- [About this task]: From the listing below, pull out all lines with "JSON" in them.

- [Supplied entries]:
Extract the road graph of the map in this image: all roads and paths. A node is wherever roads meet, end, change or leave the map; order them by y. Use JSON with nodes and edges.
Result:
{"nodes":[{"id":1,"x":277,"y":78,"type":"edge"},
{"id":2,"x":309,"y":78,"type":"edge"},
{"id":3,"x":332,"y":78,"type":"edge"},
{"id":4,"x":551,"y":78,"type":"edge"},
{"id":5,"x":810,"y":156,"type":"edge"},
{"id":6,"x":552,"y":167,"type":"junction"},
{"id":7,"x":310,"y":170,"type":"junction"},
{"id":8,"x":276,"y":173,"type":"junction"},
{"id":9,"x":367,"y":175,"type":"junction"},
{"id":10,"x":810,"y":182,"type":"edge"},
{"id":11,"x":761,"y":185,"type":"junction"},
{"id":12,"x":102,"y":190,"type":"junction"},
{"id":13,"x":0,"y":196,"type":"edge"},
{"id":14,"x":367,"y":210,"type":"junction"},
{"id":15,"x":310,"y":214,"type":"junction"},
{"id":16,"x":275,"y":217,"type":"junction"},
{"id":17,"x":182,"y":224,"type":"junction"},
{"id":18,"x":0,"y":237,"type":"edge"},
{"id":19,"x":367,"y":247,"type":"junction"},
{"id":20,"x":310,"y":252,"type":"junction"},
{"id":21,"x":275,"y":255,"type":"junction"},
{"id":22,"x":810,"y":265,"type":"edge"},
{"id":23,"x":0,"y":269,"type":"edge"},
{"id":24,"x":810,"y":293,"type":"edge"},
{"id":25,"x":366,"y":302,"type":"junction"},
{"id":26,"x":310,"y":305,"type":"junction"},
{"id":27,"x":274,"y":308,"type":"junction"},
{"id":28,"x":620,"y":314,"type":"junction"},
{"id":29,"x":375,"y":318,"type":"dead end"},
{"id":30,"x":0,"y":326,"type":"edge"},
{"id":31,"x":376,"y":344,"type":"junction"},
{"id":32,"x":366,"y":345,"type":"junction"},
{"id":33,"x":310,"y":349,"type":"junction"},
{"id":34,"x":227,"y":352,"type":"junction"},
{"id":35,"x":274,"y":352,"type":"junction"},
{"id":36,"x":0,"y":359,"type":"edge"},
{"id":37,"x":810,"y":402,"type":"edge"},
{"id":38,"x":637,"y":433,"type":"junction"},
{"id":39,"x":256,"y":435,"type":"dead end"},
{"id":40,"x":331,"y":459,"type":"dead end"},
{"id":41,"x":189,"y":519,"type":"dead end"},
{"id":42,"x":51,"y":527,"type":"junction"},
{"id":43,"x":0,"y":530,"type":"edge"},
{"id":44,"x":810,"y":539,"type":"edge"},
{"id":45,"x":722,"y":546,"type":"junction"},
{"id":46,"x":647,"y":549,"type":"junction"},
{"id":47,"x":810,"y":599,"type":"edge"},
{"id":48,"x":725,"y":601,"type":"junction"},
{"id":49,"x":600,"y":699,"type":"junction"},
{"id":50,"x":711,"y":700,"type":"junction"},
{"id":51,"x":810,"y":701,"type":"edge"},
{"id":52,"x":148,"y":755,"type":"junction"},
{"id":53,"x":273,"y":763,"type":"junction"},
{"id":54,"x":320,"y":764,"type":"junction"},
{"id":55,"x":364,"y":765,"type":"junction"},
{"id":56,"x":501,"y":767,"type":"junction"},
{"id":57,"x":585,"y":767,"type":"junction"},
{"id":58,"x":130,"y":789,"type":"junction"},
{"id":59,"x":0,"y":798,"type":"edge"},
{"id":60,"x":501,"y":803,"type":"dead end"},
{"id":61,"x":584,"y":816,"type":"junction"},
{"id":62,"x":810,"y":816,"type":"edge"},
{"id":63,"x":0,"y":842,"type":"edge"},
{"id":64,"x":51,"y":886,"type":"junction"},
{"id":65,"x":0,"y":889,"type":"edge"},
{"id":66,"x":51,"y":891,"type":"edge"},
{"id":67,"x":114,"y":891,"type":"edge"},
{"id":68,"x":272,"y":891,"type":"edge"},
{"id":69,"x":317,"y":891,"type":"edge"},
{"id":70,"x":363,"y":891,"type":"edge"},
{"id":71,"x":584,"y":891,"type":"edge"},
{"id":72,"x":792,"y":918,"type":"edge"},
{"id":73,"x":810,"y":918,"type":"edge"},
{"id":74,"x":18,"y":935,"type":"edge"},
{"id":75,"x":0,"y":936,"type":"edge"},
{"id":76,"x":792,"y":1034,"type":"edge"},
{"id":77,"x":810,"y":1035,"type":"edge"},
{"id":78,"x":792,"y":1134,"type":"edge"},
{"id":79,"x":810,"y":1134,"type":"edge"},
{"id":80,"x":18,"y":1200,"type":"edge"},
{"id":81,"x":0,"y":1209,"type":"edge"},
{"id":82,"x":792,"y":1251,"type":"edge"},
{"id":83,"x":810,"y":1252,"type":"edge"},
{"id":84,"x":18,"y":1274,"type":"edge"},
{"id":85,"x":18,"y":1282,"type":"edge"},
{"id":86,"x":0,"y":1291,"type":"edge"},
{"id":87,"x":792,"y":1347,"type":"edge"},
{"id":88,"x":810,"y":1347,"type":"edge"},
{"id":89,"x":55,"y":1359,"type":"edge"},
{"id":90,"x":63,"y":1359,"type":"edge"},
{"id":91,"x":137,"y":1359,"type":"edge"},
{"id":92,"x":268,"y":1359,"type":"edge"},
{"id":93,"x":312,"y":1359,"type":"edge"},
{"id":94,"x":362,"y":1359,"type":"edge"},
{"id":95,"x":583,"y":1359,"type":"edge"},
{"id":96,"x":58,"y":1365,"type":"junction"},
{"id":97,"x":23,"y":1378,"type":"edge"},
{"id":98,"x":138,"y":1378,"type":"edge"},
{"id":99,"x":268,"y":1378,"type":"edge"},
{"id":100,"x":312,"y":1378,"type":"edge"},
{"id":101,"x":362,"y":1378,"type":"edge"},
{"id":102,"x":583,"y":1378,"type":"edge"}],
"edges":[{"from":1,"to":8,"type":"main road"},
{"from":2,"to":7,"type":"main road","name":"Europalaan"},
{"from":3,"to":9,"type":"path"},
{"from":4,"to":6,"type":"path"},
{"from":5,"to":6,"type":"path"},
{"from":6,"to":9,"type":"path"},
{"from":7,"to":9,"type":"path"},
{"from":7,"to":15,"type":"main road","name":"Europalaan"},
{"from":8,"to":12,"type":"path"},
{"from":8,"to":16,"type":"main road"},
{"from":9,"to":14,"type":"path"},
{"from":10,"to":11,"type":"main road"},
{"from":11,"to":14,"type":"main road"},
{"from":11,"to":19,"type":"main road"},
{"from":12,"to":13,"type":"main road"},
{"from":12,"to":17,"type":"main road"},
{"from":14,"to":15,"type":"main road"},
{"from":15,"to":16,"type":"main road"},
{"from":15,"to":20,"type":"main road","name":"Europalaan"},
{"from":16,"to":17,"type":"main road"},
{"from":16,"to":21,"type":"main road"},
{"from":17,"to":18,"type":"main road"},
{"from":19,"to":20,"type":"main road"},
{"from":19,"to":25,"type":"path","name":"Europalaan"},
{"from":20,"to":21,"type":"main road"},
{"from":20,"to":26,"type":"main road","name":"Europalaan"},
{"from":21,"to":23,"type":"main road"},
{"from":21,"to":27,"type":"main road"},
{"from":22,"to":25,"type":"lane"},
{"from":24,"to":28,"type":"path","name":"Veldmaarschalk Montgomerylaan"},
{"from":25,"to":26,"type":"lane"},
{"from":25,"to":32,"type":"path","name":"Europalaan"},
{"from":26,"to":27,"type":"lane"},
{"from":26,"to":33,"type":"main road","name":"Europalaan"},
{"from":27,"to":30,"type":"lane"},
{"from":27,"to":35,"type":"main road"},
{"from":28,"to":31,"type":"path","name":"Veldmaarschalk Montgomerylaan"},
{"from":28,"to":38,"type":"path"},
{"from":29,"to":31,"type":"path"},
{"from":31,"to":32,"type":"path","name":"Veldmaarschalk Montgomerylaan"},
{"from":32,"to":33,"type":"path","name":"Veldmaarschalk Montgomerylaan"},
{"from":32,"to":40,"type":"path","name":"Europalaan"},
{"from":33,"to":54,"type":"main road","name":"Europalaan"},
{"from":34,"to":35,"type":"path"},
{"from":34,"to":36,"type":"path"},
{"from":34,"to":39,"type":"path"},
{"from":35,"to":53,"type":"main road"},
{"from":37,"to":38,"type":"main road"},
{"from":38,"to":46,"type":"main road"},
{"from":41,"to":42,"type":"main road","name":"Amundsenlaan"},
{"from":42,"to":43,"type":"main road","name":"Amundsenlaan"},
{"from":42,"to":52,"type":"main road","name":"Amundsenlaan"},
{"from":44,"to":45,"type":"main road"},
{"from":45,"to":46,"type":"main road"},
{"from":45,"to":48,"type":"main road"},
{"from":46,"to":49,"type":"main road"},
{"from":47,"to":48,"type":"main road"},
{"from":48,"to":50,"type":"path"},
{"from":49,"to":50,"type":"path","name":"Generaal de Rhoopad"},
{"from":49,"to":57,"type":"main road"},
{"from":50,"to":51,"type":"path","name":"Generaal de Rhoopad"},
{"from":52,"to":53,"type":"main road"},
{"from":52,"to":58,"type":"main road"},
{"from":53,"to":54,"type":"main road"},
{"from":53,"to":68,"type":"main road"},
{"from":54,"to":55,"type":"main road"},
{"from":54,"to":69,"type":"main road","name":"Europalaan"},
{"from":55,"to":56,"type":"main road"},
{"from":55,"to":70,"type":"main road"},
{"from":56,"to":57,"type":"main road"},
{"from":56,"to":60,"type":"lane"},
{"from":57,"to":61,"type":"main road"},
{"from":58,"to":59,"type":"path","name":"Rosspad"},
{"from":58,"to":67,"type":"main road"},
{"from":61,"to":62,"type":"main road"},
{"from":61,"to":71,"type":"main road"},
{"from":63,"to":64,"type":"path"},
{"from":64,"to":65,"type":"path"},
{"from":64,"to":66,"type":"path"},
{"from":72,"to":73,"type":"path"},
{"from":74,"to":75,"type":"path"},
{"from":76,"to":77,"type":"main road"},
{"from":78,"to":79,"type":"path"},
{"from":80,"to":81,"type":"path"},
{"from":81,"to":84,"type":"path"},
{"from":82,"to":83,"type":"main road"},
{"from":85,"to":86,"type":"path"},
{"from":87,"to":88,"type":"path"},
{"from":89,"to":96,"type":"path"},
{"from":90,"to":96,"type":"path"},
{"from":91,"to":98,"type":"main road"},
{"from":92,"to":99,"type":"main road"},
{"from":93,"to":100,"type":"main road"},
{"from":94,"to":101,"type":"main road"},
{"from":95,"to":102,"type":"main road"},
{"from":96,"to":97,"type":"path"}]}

--

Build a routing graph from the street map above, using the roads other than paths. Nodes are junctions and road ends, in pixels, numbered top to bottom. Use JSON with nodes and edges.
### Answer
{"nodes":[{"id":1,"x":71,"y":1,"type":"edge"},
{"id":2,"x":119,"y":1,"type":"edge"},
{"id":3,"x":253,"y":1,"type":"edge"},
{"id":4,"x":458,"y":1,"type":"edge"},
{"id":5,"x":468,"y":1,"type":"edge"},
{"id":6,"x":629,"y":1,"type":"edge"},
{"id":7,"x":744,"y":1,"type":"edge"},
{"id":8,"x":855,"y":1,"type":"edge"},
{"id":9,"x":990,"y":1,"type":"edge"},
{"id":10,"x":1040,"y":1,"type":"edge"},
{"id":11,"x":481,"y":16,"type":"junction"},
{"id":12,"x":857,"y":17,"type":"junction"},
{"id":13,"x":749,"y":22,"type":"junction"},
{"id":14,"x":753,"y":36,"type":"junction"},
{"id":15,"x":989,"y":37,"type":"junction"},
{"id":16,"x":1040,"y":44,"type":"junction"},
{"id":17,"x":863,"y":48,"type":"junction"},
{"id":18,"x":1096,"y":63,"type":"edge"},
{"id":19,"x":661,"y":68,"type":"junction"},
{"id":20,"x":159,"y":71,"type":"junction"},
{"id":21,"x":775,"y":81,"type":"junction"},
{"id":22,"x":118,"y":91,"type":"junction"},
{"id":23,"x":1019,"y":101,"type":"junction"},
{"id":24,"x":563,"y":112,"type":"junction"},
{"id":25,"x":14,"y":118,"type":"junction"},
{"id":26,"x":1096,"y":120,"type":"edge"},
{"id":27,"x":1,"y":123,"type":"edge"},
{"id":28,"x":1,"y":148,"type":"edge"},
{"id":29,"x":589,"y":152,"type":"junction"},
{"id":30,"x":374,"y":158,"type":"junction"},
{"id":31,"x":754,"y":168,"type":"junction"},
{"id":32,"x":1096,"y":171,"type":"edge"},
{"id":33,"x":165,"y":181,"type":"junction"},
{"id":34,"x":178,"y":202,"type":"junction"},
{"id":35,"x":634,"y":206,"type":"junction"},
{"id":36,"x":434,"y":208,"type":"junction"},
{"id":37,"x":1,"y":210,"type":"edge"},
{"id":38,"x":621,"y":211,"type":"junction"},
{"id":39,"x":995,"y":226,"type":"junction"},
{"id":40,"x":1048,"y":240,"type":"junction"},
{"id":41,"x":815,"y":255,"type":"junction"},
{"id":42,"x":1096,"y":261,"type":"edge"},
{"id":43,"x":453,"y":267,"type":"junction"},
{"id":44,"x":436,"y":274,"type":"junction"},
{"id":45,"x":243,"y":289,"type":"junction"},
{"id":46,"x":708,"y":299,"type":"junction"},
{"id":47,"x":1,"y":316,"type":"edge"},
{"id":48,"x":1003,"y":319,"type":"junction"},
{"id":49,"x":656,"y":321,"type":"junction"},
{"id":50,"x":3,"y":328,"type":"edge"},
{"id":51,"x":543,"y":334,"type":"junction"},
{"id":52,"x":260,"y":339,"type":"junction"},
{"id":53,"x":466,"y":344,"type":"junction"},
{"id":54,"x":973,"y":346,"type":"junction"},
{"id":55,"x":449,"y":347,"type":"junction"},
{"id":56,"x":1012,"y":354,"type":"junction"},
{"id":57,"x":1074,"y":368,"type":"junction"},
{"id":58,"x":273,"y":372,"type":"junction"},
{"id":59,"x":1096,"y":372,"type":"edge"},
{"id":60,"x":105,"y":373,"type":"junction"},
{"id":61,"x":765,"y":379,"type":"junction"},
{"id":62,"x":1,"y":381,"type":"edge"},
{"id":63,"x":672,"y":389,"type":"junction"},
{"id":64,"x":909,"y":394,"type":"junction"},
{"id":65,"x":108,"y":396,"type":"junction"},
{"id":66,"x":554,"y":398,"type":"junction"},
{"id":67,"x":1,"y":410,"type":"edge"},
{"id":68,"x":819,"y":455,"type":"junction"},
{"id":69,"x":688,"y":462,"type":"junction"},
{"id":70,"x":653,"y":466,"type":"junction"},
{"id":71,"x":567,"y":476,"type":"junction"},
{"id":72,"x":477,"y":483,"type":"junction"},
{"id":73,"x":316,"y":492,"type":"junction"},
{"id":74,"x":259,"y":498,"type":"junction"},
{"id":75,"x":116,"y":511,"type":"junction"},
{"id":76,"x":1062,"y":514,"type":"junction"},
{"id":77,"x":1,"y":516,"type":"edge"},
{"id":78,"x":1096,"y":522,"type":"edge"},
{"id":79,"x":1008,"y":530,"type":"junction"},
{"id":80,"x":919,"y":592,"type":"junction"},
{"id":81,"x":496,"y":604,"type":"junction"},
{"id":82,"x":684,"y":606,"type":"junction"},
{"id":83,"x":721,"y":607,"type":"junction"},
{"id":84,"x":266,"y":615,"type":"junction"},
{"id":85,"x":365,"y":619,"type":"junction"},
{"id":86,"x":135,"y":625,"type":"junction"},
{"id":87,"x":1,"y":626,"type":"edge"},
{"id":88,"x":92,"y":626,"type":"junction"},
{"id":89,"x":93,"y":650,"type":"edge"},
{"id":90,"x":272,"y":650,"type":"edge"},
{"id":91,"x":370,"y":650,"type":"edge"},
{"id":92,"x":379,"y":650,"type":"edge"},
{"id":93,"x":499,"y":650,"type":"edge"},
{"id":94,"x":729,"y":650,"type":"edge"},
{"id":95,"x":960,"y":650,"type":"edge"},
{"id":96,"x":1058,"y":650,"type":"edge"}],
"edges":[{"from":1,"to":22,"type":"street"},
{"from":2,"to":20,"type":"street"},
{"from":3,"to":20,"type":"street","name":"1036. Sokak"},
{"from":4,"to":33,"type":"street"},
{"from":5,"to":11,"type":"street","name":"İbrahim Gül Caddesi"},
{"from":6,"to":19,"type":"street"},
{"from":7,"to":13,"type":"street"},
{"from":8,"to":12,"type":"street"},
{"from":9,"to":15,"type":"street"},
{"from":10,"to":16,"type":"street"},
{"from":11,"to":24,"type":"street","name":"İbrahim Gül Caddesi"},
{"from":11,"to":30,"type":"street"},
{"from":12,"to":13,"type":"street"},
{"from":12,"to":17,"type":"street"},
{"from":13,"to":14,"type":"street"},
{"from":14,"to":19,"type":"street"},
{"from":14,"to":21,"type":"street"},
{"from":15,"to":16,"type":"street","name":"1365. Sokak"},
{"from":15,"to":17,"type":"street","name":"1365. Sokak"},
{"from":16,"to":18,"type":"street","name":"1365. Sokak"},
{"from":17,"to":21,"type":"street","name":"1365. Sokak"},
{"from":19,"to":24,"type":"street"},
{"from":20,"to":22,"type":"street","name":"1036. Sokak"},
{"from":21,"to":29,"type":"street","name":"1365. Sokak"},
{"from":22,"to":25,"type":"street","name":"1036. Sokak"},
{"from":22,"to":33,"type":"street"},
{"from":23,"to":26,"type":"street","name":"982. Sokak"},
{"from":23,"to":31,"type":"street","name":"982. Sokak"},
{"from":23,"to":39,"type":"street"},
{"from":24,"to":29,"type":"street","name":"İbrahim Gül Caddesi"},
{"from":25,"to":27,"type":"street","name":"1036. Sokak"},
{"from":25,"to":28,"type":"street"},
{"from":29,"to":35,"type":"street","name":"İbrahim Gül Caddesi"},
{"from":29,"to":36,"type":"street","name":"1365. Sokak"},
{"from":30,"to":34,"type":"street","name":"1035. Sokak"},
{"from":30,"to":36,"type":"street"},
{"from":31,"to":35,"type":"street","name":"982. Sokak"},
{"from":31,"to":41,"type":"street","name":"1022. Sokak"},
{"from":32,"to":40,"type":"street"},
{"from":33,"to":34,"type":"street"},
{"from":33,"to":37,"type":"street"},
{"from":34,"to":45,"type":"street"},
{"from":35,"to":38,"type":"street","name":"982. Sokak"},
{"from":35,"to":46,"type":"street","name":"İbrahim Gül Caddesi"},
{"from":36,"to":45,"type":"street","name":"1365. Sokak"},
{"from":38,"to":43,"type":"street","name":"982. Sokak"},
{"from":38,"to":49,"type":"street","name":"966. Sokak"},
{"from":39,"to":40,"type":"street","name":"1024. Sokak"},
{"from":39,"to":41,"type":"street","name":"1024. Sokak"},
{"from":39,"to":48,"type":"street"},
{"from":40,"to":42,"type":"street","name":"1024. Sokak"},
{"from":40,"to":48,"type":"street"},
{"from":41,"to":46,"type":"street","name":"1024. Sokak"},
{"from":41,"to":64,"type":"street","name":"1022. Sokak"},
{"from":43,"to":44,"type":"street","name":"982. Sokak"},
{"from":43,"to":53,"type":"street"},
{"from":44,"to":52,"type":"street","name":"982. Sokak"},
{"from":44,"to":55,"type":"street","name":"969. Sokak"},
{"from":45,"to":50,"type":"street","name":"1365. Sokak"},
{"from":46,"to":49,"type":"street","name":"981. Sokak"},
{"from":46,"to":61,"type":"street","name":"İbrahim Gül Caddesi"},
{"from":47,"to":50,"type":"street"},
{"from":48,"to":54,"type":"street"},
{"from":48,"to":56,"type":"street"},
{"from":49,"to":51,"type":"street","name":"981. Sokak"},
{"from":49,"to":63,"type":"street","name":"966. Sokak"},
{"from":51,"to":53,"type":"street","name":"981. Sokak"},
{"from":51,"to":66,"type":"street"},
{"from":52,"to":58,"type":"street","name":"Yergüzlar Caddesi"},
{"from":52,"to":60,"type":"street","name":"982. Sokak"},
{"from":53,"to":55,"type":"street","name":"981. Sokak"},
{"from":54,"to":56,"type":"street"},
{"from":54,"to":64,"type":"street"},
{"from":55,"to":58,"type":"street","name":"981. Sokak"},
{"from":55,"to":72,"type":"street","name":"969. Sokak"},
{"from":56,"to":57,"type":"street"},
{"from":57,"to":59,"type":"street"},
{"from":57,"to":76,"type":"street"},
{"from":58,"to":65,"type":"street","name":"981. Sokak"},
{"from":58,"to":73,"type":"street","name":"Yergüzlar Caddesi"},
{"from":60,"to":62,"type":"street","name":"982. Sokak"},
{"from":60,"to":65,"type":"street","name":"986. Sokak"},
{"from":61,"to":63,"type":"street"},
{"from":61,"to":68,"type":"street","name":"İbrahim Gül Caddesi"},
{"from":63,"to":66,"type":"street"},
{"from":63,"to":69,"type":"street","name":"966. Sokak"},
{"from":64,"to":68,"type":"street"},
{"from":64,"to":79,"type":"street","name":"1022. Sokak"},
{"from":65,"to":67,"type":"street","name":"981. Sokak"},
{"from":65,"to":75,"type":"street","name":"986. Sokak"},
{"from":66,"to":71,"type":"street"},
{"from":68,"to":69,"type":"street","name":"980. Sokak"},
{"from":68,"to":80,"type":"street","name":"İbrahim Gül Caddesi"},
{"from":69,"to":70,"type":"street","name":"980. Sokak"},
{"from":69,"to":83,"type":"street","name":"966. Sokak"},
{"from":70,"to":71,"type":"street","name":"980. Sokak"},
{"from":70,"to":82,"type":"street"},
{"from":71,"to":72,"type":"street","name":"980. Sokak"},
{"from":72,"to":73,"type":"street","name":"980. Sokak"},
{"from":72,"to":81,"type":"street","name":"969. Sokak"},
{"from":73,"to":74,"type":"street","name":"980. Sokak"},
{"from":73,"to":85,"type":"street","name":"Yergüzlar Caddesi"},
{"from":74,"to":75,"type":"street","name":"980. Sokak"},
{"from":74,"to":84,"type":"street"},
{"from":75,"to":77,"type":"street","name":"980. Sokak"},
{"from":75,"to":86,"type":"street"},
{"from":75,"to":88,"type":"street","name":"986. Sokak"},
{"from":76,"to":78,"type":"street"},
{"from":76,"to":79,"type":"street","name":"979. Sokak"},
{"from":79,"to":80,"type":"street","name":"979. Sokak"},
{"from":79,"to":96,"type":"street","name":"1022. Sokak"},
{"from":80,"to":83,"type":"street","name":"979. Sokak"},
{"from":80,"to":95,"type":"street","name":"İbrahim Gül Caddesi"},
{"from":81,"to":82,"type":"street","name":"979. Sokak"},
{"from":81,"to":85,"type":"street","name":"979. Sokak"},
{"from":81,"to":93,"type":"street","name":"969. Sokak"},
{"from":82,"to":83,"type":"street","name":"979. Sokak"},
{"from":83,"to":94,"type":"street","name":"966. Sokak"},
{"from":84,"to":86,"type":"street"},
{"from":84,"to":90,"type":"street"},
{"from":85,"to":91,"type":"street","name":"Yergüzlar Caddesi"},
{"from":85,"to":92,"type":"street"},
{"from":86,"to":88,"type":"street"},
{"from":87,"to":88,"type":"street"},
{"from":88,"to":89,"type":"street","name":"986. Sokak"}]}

- [Answer to this task]:
Extract the road graph of the map in this image: all roads and paths. A node is wherever roads meet, end, change or leave the map; order them by y. Use JSON with nodes and edges.
Build a routing graph from the street map above, using the roads other than paths. Nodes are junctions and road ends, in pixels, numbered top to bottom. Use JSON with nodes and edges.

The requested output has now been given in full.